From the records below, find each line with the string "Rimau" and copy it.
[Opening EXTRACTED MATERIAL section]
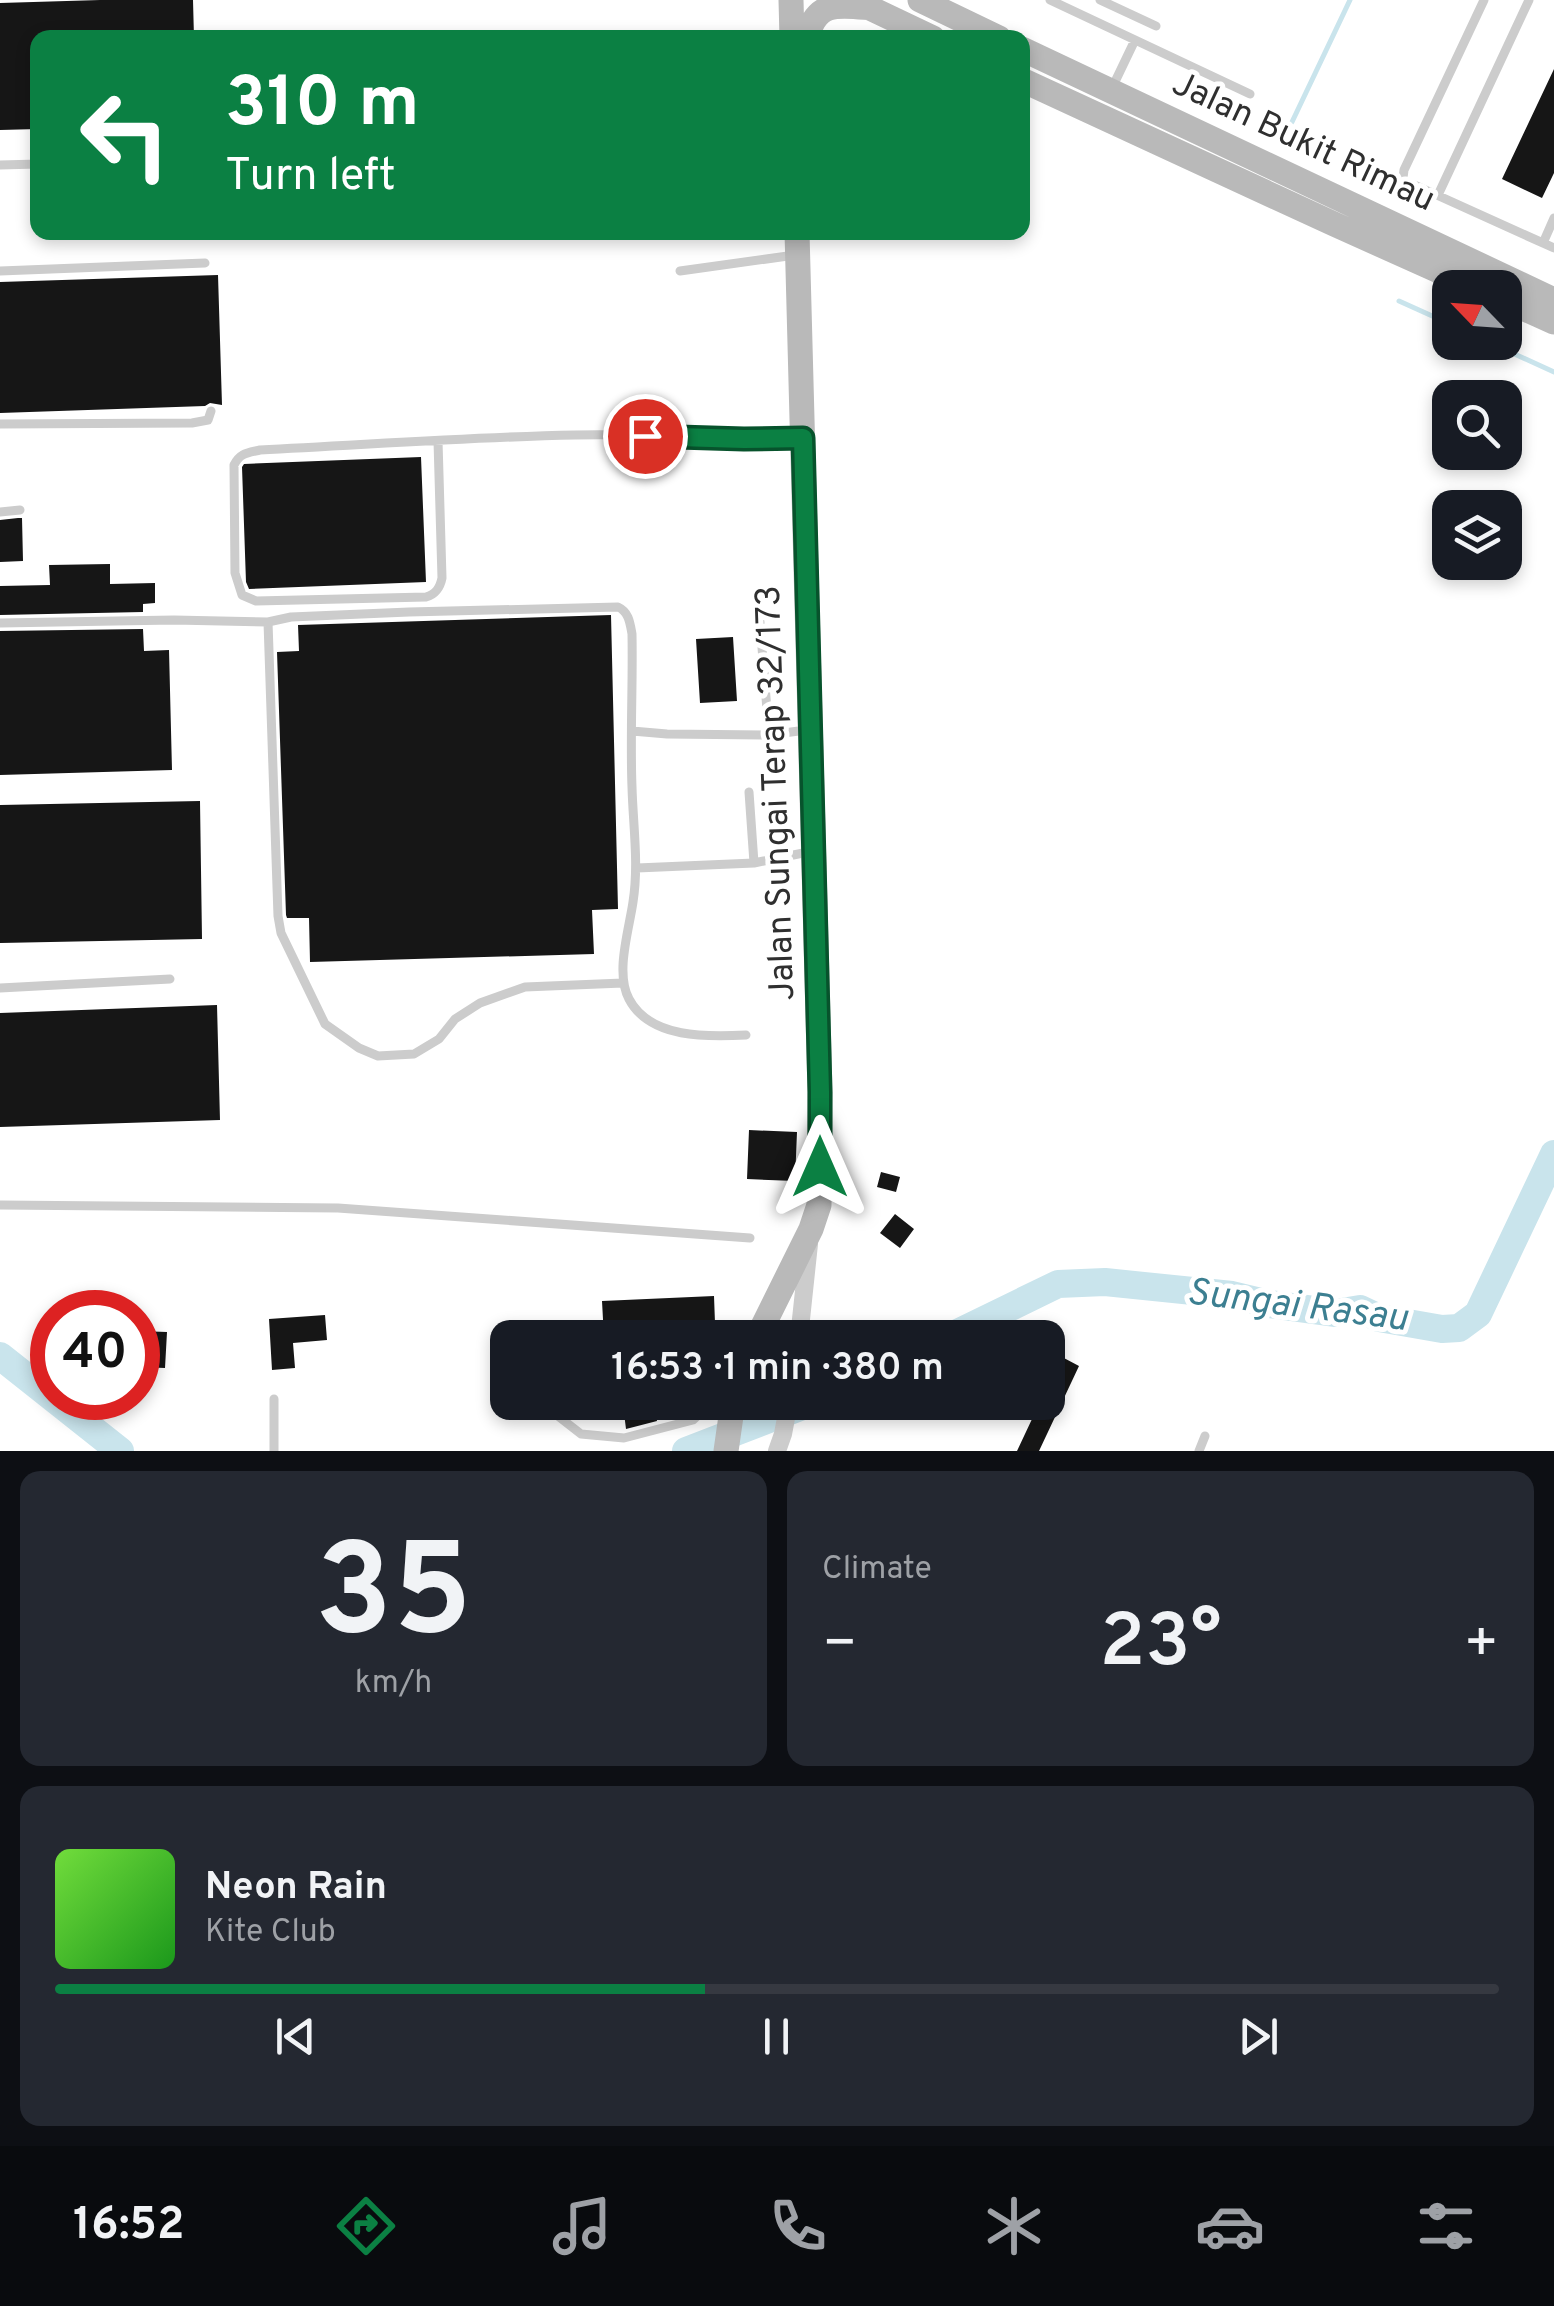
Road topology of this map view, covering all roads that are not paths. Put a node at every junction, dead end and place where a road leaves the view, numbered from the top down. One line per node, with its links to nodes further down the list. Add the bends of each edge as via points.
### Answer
1 (791, 0): 9 (street)
2 (920, 0): 12 (street)
3 (1050, 0): 13 (lane)
4 (1100, 0): 8 (lane)
5 (1484, 0): 20 (lane, via 1404,170 1408,182)
6 (1528, 0): 20 (lane)
7 (862, 4): 10 (street, via 820,11); 11 (street)
8 (1156, 26)
9 (792, 30)
10 (808, 30)
11 (916, 30)
12 (982, 30)
13 (1135, 40): 16 (lane); 17 (lane)
14 (1030, 52): 16 (street, Jalan Bukit Rimau)
15 (1030, 84): 26 (street, Jalan Bukit Rimau)
16 (1111, 90): 29 (street, Jalan Bukit Rimau)
17 (1250, 94)
18 (30, 164): 19 (lane)
19 (0, 165)
20 (1438, 195): 22 (lane)
21 (1554, 218): 22 (lane)
22 (1542, 243): 24 (lane)
23 (798, 244): 28 (lane); 34 (street, Jalan Sungai Terap 32/173)
24 (1554, 248)
25 (205, 263): 27 (lane)
26 (1437, 270)
27 (0, 271)
28 (680, 271)
29 (1554, 300)
30 (1522, 308): 31 (street)
31 (1554, 322)
32 (211, 411): 33 (lane, via 208,420 192,422)
33 (0, 424)
34 (803, 438): 35 (lane); 41 (street, Jalan Sungai Terap 32/173)
35 (438, 441): 35 (lane, via 442,578 433,595 256,601 242,595 232,504 239,456)
36 (20, 510): 37 (lane)
37 (0, 512)
38 (759, 610): 43 (lane)
39 (268, 622): 40 (lane); 42 (lane, via 618,607 628,615 632,634); 49 (lane, via 278,916 325,1024 359,1048 395,1057 414,1054 480,1004 524,987)
40 (0, 624)
41 (810, 729): 43 (lane); 45 (street, Jalan Sungai Terap 32/173)
42 (632, 731): 43 (lane); 47 (lane)
43 (769, 735)
44 (749, 792): 46 (lane)
45 (814, 851): 46 (lane); 53 (street, Jalan Sungai Terap 32/173, via 820,1092 819,1205)
46 (754, 863): 47 (lane)
47 (637, 868): 49 (lane)
48 (170, 979): 50 (lane)
49 (623, 982): 51 (lane, via 652,1025 703,1037)
50 (0, 988)
51 (746, 1035)
52 (0, 1205): 54 (lane, via 338,1208)
53 (811, 1229): 55 (street, Jalan Sungai Terap 32/173); 56 (street)
54 (750, 1238)
55 (766, 1320)
56 (800, 1320)
57 (274, 1399): 63 (lane)
58 (563, 1420): 59 (lane, via 581,1434 624,1438)
59 (693, 1420)
60 (726, 1420): 62 (street)
61 (1206, 1436): 64 (lane)
62 (726, 1447)
63 (274, 1451)
64 (1198, 1451)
[Closing EXTRACTED MATERIAL section]
RESULT —
14 (1030, 52): 16 (street, Jalan Bukit Rimau)
15 (1030, 84): 26 (street, Jalan Bukit Rimau)
16 (1111, 90): 29 (street, Jalan Bukit Rimau)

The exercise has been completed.